Top of Excerpted data

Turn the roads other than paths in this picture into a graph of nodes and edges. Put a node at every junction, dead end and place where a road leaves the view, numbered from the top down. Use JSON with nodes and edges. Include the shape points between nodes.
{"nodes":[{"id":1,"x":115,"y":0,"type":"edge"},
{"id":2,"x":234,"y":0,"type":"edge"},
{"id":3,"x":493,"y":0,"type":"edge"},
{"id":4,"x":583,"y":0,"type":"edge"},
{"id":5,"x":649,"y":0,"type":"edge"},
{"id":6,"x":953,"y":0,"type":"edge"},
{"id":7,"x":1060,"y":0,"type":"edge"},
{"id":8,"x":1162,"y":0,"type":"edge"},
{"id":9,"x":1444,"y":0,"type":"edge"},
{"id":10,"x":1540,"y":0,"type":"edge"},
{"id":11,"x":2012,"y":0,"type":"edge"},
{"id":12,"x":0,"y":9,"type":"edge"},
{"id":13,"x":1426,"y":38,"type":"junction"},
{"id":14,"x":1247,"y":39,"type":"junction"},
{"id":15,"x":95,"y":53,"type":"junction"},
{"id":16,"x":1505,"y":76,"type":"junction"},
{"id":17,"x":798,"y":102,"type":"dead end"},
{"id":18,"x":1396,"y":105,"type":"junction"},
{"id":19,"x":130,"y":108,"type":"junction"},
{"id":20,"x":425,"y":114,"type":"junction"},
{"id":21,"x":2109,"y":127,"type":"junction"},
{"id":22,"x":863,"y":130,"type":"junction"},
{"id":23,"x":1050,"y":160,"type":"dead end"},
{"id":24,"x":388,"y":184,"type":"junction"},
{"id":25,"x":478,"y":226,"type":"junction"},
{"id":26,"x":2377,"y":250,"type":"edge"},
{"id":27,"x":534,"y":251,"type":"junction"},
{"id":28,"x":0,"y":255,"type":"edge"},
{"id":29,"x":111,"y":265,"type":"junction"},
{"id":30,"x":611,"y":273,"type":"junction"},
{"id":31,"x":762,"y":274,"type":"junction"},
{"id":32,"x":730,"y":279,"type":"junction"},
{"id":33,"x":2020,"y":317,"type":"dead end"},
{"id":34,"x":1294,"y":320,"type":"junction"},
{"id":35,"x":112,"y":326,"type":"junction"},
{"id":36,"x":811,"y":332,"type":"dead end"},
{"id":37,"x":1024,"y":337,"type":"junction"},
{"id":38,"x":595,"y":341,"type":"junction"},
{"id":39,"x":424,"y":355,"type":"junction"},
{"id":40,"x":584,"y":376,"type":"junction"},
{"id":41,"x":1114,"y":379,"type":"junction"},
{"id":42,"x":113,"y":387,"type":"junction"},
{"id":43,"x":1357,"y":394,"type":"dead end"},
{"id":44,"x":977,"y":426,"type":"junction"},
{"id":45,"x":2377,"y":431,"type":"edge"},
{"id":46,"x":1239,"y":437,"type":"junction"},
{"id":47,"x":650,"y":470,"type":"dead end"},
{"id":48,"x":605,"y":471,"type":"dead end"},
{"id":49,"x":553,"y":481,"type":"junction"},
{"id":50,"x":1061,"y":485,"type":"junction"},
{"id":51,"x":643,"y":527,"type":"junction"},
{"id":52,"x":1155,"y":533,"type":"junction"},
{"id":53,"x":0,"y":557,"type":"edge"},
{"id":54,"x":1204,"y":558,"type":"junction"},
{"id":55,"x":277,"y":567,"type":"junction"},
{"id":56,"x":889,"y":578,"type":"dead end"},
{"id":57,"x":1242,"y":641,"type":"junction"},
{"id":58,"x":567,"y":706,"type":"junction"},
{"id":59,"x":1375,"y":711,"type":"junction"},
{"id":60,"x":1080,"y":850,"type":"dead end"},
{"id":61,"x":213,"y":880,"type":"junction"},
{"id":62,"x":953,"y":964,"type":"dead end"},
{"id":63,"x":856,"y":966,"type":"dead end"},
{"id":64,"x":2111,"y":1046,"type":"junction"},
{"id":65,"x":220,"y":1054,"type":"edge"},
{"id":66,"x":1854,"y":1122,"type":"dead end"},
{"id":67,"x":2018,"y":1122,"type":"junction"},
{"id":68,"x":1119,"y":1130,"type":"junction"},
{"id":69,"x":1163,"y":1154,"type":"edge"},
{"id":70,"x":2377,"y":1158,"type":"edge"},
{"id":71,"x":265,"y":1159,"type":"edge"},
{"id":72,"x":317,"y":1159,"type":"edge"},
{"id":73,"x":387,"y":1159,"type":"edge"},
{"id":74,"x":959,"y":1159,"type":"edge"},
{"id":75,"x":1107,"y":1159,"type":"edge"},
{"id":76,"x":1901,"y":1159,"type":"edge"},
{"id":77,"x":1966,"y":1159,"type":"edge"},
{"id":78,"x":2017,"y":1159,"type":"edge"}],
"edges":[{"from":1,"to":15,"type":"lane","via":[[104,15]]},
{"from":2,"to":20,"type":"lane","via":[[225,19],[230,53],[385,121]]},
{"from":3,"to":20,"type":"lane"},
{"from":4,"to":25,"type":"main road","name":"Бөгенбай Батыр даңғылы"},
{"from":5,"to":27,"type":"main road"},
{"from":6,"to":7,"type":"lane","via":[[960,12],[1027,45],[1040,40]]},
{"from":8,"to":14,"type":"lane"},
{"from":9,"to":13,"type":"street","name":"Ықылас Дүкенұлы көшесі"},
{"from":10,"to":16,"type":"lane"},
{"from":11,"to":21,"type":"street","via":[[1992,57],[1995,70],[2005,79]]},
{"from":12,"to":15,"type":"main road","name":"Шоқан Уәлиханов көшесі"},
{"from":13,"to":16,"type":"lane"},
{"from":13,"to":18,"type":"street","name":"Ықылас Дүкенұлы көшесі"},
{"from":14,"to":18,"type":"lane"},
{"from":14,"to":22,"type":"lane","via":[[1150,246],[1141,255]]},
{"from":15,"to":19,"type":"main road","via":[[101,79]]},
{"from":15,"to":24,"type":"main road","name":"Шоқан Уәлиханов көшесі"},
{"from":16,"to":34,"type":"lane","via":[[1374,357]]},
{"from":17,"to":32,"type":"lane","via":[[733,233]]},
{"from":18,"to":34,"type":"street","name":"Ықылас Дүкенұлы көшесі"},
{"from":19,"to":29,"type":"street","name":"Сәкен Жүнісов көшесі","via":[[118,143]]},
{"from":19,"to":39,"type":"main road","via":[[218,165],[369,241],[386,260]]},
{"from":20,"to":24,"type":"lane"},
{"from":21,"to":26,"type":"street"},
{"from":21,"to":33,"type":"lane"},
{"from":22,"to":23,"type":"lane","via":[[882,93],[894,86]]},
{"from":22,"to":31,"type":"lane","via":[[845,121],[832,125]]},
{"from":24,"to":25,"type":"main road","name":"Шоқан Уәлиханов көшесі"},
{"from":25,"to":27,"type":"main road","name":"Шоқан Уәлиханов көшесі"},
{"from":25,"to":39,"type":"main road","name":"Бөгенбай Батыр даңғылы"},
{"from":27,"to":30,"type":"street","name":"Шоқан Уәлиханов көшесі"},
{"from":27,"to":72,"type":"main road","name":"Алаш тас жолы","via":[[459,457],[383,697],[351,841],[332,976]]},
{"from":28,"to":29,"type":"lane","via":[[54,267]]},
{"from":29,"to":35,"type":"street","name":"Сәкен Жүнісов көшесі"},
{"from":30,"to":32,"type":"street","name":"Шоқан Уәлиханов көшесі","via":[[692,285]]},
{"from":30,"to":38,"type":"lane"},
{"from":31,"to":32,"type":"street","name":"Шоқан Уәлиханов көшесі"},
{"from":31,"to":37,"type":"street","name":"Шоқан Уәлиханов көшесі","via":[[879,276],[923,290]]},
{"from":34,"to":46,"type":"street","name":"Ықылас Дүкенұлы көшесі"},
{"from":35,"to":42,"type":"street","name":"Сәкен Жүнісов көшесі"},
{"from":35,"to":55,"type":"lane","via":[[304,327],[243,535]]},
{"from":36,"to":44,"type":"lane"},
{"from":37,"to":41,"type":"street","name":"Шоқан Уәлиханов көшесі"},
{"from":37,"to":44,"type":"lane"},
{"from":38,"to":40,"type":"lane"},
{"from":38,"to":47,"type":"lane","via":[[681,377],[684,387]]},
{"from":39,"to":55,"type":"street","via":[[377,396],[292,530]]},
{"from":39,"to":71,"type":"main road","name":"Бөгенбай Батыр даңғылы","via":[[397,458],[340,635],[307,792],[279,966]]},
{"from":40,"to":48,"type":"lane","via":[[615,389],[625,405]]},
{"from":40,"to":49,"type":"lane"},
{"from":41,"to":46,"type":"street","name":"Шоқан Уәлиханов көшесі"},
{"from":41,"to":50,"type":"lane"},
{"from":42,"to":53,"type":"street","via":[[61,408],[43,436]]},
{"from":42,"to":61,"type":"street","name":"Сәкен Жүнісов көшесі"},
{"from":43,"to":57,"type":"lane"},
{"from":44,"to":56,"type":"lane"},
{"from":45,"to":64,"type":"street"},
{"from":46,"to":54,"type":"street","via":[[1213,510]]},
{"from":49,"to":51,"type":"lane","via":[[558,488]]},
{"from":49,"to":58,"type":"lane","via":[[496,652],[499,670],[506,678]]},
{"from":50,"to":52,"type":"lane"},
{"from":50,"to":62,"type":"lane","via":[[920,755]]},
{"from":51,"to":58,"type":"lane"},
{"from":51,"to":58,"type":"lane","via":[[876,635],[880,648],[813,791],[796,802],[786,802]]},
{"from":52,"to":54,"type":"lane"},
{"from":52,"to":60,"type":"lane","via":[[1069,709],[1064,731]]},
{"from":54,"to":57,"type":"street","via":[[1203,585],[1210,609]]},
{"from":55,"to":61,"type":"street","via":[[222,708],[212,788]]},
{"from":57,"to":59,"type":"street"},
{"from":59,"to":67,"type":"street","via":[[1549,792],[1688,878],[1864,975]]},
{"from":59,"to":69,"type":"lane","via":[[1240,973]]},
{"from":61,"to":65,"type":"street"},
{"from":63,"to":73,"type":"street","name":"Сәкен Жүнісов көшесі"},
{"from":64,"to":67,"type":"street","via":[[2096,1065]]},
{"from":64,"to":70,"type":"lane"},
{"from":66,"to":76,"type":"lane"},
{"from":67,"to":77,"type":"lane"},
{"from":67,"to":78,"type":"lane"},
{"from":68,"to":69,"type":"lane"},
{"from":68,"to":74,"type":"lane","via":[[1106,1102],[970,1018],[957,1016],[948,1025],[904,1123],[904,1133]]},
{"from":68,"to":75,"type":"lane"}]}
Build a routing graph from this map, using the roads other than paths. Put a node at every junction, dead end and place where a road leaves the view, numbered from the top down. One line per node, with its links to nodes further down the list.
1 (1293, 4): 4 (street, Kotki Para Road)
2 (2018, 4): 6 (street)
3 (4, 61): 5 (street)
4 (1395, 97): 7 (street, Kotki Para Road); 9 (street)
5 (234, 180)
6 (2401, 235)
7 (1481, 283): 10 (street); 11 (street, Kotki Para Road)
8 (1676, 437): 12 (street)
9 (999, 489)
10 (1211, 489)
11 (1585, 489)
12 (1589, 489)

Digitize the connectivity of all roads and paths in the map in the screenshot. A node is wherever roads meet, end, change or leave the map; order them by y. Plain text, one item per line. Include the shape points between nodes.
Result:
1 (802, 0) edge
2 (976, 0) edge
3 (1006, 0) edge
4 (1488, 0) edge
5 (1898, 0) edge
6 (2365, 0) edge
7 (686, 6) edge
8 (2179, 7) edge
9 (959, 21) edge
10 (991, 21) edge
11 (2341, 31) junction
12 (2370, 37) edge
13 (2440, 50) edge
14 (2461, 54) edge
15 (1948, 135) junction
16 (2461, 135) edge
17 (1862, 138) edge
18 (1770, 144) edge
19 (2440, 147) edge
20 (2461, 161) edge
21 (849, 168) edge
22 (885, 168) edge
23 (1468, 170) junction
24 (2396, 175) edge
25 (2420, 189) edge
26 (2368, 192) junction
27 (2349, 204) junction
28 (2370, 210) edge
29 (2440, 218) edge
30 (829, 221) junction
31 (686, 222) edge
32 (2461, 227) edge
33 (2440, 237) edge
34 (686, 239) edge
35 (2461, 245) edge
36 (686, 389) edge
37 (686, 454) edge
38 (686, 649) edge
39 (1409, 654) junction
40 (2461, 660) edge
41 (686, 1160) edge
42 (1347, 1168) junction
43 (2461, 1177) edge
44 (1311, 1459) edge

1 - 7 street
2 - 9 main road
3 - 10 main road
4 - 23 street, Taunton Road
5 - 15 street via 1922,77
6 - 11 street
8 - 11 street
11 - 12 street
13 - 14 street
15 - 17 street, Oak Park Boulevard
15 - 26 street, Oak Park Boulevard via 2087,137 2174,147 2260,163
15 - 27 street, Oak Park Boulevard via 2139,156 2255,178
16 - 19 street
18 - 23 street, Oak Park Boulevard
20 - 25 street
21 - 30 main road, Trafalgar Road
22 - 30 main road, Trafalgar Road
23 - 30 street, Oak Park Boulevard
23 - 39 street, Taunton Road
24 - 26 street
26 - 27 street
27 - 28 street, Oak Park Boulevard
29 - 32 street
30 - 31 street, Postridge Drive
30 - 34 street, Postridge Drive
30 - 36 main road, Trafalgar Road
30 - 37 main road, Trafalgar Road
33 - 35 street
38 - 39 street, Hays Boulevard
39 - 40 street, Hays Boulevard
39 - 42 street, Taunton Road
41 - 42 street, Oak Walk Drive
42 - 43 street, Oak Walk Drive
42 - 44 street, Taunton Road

Bottom of Excerpted data

What the task requires: In the listing above, find the line containing "Build a routing" and the line containing "Digitize the connectivity", then quote both, plus every line between them, exactly as written.

Response area:
Build a routing graph from this map, using the roads other than paths. Put a node at every junction, dead end and place where a road leaves the view, numbered from the top down. One line per node, with its links to nodes further down the list.
1 (1293, 4): 4 (street, Kotki Para Road)
2 (2018, 4): 6 (street)
3 (4, 61): 5 (street)
4 (1395, 97): 7 (street, Kotki Para Road); 9 (street)
5 (234, 180)
6 (2401, 235)
7 (1481, 283): 10 (street); 11 (street, Kotki Para Road)
8 (1676, 437): 12 (street)
9 (999, 489)
10 (1211, 489)
11 (1585, 489)
12 (1589, 489)

Digitize the connectivity of all roads and paths in the map in the screenshot. A node is wherever roads meet, end, change or leave the map; order them by y. Plain text, one item per line. Include the shape points between nodes.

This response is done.